--- TASK STATEMENT ---
Each line from the opening of the records that follow to the line with "Extract the road" needs to be written out exactly. Add nothing.

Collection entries
================================

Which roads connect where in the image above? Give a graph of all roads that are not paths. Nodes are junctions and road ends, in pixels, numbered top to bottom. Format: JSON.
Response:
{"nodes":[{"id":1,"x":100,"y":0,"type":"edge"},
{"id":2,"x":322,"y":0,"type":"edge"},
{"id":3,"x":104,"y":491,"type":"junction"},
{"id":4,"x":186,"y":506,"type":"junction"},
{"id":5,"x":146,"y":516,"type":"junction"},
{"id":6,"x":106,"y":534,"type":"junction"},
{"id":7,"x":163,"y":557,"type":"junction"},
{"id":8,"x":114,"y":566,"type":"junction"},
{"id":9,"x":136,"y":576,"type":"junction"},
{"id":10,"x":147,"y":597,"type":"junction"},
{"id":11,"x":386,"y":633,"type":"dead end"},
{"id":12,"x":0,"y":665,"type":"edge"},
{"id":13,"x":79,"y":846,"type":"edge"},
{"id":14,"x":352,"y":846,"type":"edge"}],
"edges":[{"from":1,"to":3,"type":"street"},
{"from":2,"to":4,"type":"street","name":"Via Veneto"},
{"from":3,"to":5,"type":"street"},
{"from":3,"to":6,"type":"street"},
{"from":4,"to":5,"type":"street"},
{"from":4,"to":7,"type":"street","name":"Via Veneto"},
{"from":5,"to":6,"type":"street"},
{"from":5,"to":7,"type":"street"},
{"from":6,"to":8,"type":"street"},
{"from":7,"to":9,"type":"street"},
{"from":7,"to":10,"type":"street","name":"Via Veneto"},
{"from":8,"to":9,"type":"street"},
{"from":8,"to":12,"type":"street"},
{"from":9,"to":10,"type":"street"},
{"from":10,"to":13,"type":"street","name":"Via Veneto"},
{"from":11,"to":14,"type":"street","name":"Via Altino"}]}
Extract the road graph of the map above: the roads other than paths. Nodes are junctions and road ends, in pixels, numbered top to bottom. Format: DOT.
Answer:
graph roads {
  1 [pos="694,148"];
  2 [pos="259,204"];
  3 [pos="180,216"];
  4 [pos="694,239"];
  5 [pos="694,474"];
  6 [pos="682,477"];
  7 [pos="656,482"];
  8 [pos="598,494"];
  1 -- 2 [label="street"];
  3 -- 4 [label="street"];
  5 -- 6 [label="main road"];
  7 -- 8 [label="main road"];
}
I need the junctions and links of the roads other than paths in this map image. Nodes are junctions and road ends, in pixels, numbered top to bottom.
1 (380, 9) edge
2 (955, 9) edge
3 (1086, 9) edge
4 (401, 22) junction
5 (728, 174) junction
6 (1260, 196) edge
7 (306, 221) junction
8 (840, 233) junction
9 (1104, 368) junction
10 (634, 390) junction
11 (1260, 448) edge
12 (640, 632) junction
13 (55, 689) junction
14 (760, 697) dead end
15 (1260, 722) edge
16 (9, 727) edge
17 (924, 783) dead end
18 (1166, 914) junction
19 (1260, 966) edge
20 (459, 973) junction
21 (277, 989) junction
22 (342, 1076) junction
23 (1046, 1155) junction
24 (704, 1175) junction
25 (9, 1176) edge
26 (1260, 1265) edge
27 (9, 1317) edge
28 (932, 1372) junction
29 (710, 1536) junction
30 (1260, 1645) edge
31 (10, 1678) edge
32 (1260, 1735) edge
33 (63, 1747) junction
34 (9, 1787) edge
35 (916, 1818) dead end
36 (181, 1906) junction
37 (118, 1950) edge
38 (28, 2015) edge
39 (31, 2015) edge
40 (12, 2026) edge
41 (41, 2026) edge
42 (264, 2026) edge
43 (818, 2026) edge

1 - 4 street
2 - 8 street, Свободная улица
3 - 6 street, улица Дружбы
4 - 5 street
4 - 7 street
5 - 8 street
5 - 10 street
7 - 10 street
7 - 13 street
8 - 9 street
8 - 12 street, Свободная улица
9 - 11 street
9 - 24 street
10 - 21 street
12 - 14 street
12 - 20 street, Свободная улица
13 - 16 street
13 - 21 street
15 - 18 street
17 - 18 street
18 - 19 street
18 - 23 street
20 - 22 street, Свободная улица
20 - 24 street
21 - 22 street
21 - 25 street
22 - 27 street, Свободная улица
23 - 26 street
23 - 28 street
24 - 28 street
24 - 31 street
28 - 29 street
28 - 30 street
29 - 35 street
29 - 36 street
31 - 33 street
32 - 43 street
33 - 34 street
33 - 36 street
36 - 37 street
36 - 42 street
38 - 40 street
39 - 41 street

================================

--- RESPONSE TO THIS TASK ---
Which roads connect where in the image above? Give a graph of all roads that are not paths. Nodes are junctions and road ends, in pixels, numbered top to bottom. Format: JSON.
Response:
{"nodes":[{"id":1,"x":100,"y":0,"type":"edge"},
{"id":2,"x":322,"y":0,"type":"edge"},
{"id":3,"x":104,"y":491,"type":"junction"},
{"id":4,"x":186,"y":506,"type":"junction"},
{"id":5,"x":146,"y":516,"type":"junction"},
{"id":6,"x":106,"y":534,"type":"junction"},
{"id":7,"x":163,"y":557,"type":"junction"},
{"id":8,"x":114,"y":566,"type":"junction"},
{"id":9,"x":136,"y":576,"type":"junction"},
{"id":10,"x":147,"y":597,"type":"junction"},
{"id":11,"x":386,"y":633,"type":"dead end"},
{"id":12,"x":0,"y":665,"type":"edge"},
{"id":13,"x":79,"y":846,"type":"edge"},
{"id":14,"x":352,"y":846,"type":"edge"}],
"edges":[{"from":1,"to":3,"type":"street"},
{"from":2,"to":4,"type":"street","name":"Via Veneto"},
{"from":3,"to":5,"type":"street"},
{"from":3,"to":6,"type":"street"},
{"from":4,"to":5,"type":"street"},
{"from":4,"to":7,"type":"street","name":"Via Veneto"},
{"from":5,"to":6,"type":"street"},
{"from":5,"to":7,"type":"street"},
{"from":6,"to":8,"type":"street"},
{"from":7,"to":9,"type":"street"},
{"from":7,"to":10,"type":"street","name":"Via Veneto"},
{"from":8,"to":9,"type":"street"},
{"from":8,"to":12,"type":"street"},
{"from":9,"to":10,"type":"street"},
{"from":10,"to":13,"type":"street","name":"Via Veneto"},
{"from":11,"to":14,"type":"street","name":"Via Altino"}]}
Extract the road graph of the map above: the roads other than paths. Nodes are junctions and road ends, in pixels, numbered top to bottom. Format: DOT.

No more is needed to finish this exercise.